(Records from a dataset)
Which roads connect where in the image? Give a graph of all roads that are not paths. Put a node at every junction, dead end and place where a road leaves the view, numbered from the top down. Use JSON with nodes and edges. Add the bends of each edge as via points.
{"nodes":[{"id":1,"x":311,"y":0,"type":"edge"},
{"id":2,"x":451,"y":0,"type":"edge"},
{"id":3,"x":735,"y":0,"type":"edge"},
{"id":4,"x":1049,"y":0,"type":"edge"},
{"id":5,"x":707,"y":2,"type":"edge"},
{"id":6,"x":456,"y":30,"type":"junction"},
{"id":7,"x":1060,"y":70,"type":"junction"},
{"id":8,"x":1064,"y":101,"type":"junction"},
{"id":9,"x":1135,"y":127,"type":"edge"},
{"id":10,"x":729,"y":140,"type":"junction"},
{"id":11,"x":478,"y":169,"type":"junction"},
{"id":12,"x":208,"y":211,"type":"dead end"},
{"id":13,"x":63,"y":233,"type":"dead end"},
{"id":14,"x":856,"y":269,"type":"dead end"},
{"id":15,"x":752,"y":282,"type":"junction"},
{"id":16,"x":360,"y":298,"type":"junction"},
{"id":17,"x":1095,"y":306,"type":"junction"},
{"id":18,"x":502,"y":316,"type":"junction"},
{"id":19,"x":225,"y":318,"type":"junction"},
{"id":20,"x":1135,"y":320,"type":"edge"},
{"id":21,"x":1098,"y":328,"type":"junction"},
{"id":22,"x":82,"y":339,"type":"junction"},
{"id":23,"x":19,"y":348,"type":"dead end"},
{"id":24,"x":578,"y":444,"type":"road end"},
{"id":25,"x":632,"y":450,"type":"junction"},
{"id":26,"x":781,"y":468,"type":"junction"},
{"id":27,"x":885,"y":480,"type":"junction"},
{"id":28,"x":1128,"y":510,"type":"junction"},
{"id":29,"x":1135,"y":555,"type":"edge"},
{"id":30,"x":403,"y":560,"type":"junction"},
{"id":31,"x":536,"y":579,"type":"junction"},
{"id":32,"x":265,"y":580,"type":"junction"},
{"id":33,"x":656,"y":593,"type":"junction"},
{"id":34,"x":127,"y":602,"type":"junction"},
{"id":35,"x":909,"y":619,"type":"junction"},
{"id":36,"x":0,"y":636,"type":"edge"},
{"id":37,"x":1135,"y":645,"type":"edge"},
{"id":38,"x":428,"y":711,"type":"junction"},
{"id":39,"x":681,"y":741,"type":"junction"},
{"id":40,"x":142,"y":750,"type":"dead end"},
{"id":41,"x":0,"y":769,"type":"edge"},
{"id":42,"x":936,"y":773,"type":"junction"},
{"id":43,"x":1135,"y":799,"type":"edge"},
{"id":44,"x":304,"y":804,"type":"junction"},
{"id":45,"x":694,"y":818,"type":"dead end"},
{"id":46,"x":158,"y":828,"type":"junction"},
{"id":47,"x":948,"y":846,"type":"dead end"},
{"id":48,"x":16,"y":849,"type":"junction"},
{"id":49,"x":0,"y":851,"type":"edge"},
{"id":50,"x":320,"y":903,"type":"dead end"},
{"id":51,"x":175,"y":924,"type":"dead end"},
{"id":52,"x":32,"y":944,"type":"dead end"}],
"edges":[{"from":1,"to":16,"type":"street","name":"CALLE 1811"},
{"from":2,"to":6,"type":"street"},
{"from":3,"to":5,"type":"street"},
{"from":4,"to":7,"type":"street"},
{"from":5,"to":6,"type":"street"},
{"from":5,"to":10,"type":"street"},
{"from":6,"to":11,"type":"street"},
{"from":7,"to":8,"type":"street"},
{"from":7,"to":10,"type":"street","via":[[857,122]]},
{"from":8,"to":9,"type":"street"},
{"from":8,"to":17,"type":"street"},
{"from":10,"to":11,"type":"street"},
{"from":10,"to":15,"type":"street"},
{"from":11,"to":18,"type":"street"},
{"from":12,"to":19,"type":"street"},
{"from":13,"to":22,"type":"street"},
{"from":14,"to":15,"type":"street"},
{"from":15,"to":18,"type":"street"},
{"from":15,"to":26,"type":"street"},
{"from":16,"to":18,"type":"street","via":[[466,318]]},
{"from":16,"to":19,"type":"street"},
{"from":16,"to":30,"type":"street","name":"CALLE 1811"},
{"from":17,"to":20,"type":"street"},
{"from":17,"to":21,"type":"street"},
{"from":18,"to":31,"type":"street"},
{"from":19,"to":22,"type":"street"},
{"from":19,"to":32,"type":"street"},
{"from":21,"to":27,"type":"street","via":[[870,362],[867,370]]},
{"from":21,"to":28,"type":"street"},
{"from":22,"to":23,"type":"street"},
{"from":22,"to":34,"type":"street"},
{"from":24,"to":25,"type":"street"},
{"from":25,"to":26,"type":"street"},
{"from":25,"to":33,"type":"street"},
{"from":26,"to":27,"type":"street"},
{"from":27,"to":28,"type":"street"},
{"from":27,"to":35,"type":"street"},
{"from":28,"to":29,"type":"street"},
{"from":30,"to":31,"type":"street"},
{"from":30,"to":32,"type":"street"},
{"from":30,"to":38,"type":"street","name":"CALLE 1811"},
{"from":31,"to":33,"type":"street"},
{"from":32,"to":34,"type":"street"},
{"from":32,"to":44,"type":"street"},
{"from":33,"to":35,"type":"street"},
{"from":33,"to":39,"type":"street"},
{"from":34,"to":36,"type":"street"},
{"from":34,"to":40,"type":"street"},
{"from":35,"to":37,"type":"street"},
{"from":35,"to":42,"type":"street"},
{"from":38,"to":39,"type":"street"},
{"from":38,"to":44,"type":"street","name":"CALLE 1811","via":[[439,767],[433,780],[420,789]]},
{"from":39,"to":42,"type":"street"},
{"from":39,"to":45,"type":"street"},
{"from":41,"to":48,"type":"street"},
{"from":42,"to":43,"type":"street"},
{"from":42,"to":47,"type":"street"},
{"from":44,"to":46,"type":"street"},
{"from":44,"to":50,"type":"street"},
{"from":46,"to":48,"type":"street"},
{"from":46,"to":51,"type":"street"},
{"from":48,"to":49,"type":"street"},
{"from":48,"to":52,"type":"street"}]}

> [PROBLEM REQUIREMENTS]
State how many lines of the records above contain the word "road", giving only that number.

> [EXPECTED OUTPUT]
2